Her eyelids narrowed slightly, and he knew he’d made some kind of misstep, despite his caution. “You suspected I was going to be in your bedroom, even before I came here? And so you moved suites, in order not to trigger any . . .” She faded off uncertainly, aware she was skimming close to the fire. Her defiant expression made a quick resurgence. “I thought you said that you hadn’t planned for anything sexual between us . . . that it just happened that morning in the stables?”
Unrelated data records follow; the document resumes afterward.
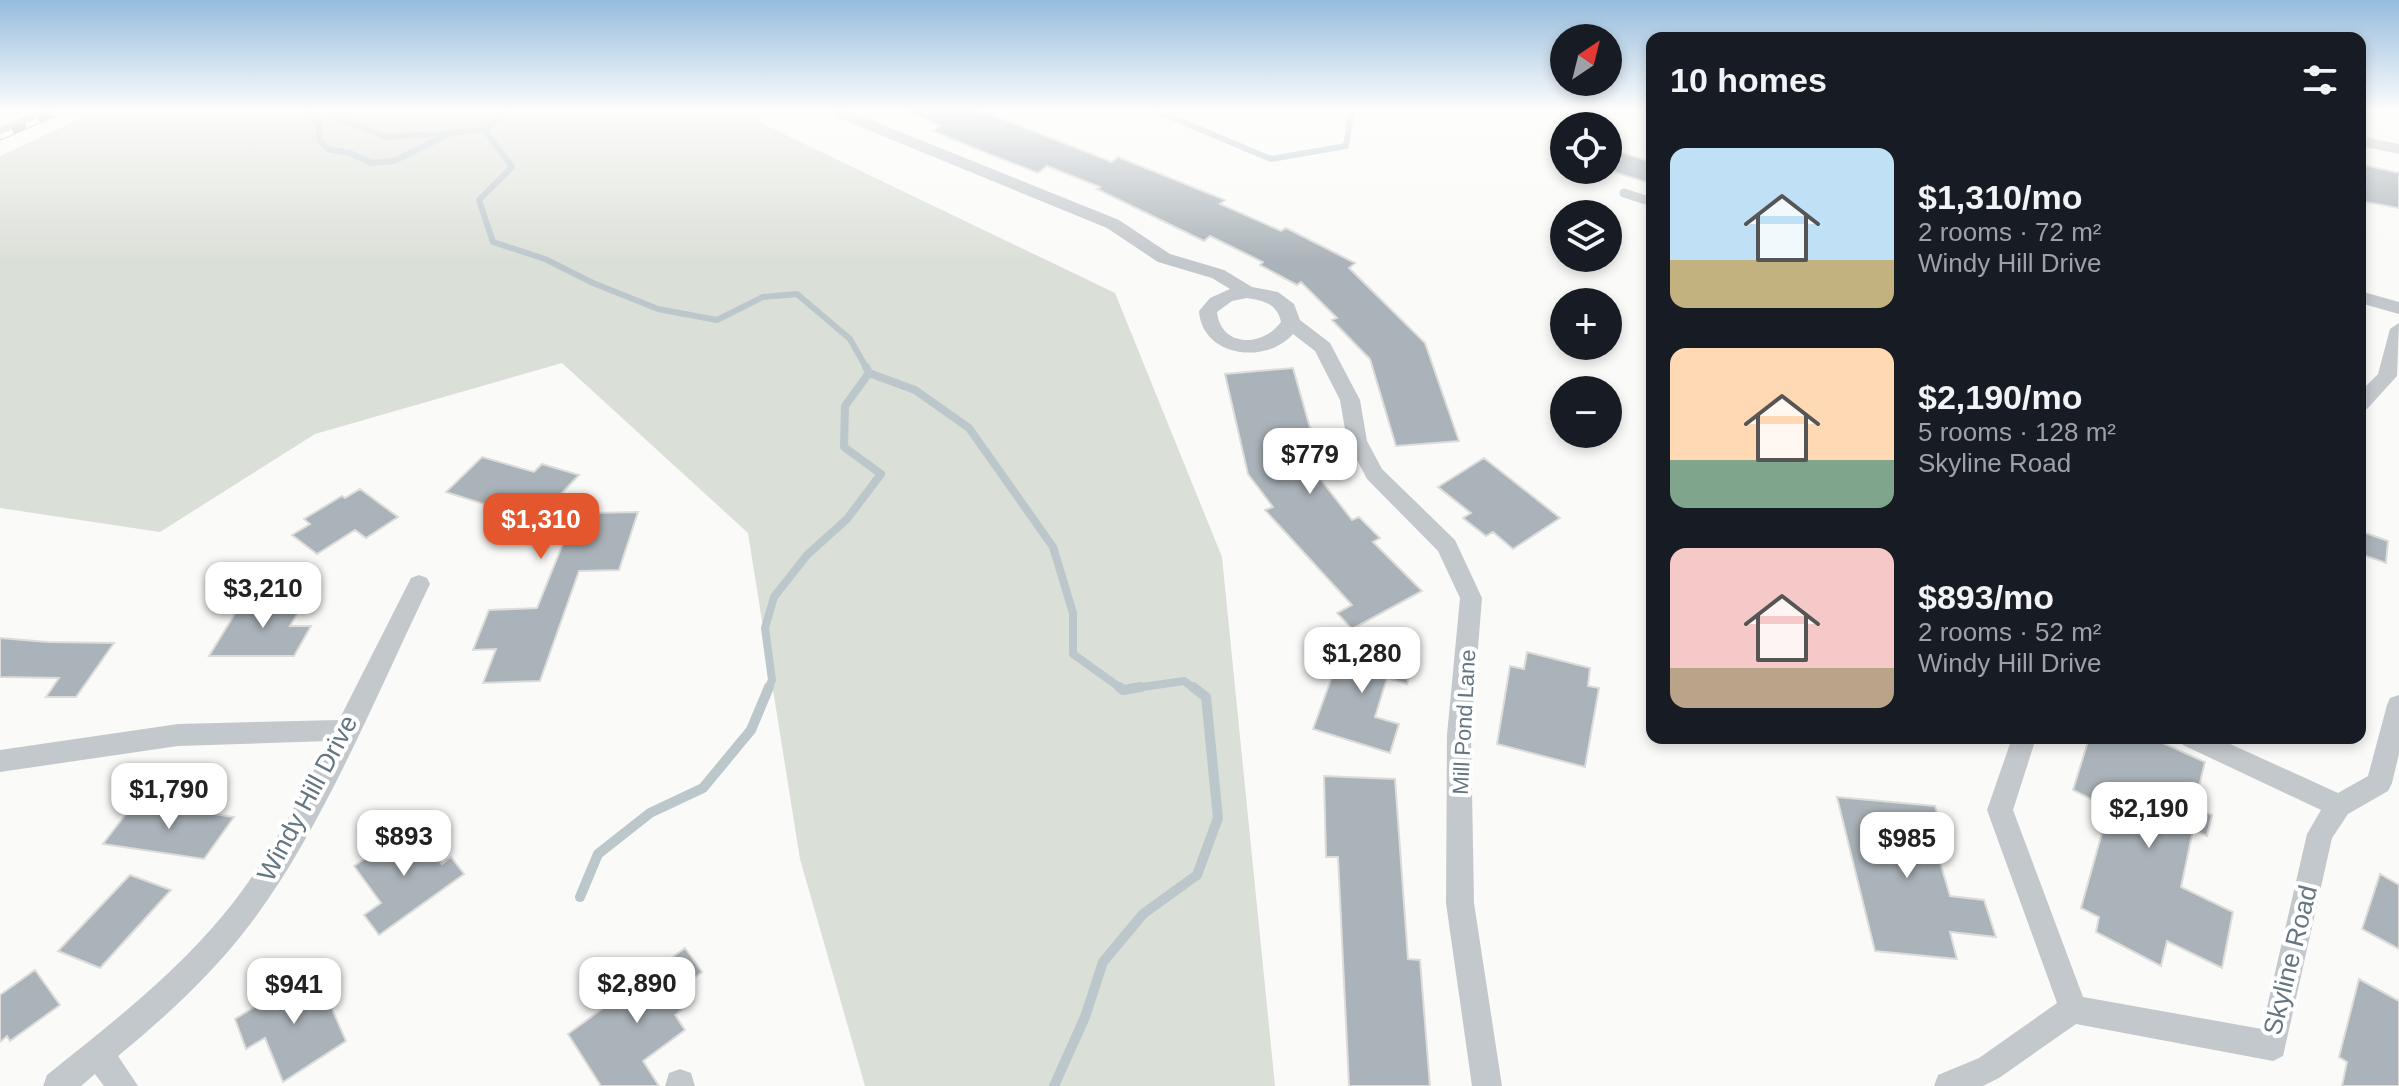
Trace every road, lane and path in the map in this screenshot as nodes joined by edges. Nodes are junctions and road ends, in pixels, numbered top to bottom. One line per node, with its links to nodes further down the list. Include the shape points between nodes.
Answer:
1 (957, 161): 4 (street, Mill Pond Lane, via 1113,224 1164,258 1218,274)
2 (1624, 193): 3 (lane)
3 (1646, 200)
4 (1247, 292): 7 (street, Mill Pond Lane, via 1280,301); 7 (street, via 1223,298 1208,311 1210,329 1217,336 1241,346 1268,344)
5 (2366, 299): 6 (street)
6 (2399, 308)
7 (1291, 323): 21 (street, Mill Pond Lane, via 1323,347 1350,400 1357,441 1374,474 1447,546 1471,598 1459,735 1460,903)
8 (2399, 329): 9 (street, via 2387,376)
9 (2366, 398)
10 (419, 584): 12 (street, Windy Hill Drive)
11 (2399, 705): 16 (street, Skyline Road, via 2379,783)
12 (344, 730): 15 (street, via 178,735); 18 (street, Windy Hill Drive, via 314,796 234,923 153,1008)
13 (2022, 744): 17 (street, via 2000,810)
14 (2205, 744): 16 (street)
15 (0, 761)
16 (2339, 806): 17 (street, Skyline Road, via 2320,834 2273,1046)
17 (2073, 1009): 22 (street, via 1989,1068)
18 (99, 1055): 19 (street, Windy Hill Drive); 20 (street)
19 (58, 1086)
20 (123, 1086)
21 (1487, 1086)
22 (1949, 1086)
“That’s true. And since you seem to need a reminder, you’re the one who seduced me, Alice,” he said with a stern, pointed glance meant to quash her suspicion immediately. It didn’t work. He damned her defensive posture and closed the space between them. Satisfaction went through him when he took her into his arms, and the tension melted from her muscles. She pressed against him.
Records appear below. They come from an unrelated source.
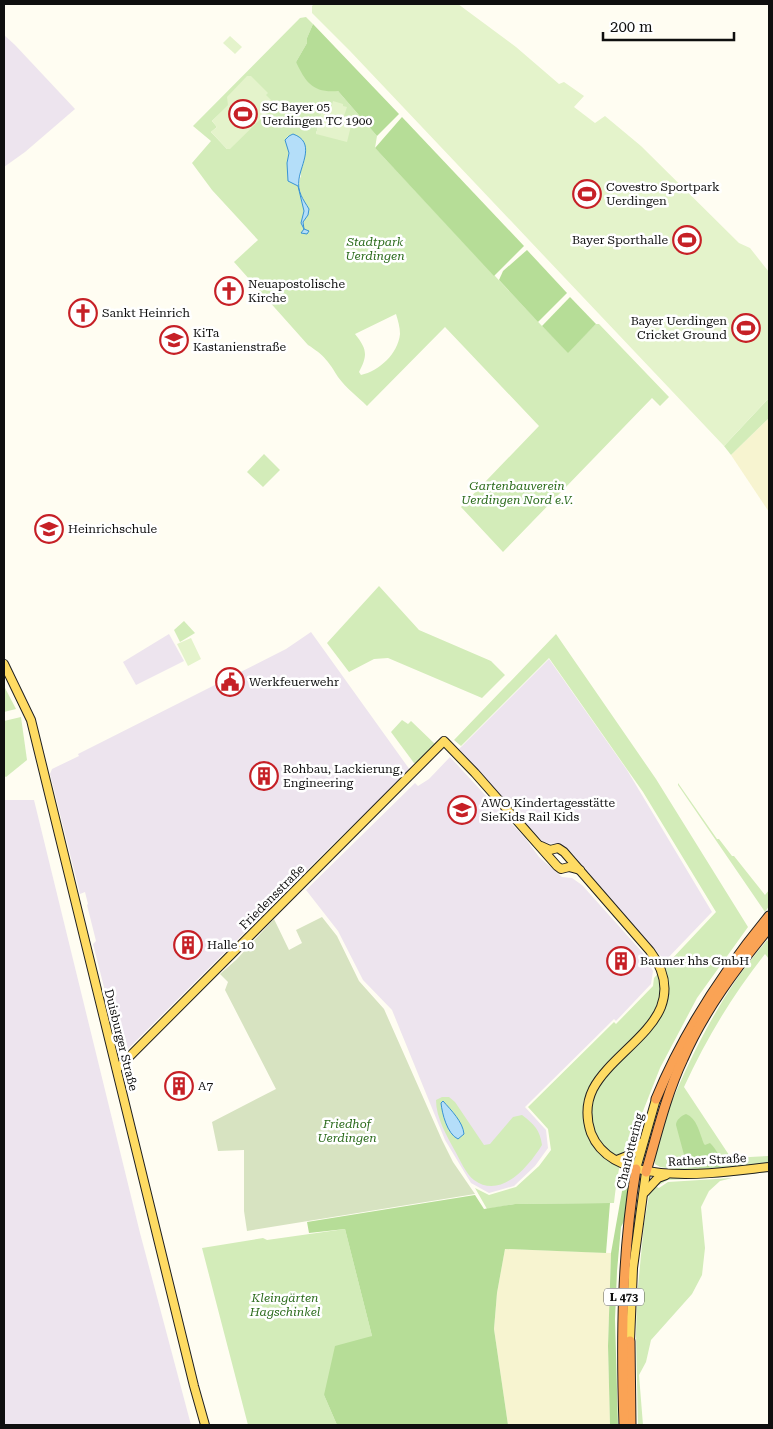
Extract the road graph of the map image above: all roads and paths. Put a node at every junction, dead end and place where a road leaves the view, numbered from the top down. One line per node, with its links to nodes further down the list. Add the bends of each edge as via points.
1 (4, 664): 8 (main road, Duisburger Straße, via 30,719)
2 (539, 845): 3 (main road, via 550,850); 4 (main road); 8 (main road, Friedensstraße, via 476,773 444,742)
3 (558, 848): 4 (main road); 5 (main road)
4 (550, 858): 5 (main road, via 561,869)
5 (570, 863): 11 (main road, Rather Straße, via 580,870 650,951 658,962 664,981 663,999 656,1016 602,1077 590,1098 587,1116 592,1135 603,1151)
6 (769, 916): 9 (highway, Charlottering / L 473, via 707,999 675,1056)
7 (769, 928): 14 (highway, Charlottering / L 473, via 713,1003 683,1058 663,1110)
8 (118, 1069): 18 (main road, Duisburger Straße)
9 (656, 1099): 10 (main road, Charlottering / L 473)
10 (644, 1140): 11 (main road, via 632,1154); 13 (main road, Charlottering / L 473)
11 (617, 1160): 13 (main road, Rather Straße)
12 (769, 1167): 15 (main road, Rather Straße)
13 (636, 1169): 14 (main road, Rather Straße); 19 (highway, Charlottering / L 473, via 627,1230 622,1336)
14 (646, 1172): 15 (main road, Rather Straße); 16 (main road, Charlottering / L 473)
15 (668, 1174): 16 (main road, via 658,1178)
16 (643, 1195): 17 (main road, Charlottering / L 473, via 633,1268)
17 (630, 1341): 20 (highway, Charlottering / L 473)
18 (205, 1425)
19 (624, 1425)
20 (631, 1425)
“If that’s what you want to call the first three seconds of what happened in those stables. It was all you after that, baby,” she grumbled under her breath.
“I didn’t hear you complaining.”
Her eyes flashed up at him.
“I’m telling you the truth,” Dylan said succinctly. “I didn’t plan for us to be together in the stables that morning. How could I have? I didn’t know you’d show up there. I didn’t plan for us to get involved in that way when you came to the Durand Estate.”
“Then why would you worry about me being here . . . in this room? Why did you pack up most of your things and decorate a whole new suite, if you didn’t plan on us sleeping together from the first? Why else would I be in the CEO of Durand Enterprises’ bedroom if you didn’t expect us to become lovers?” she demanded.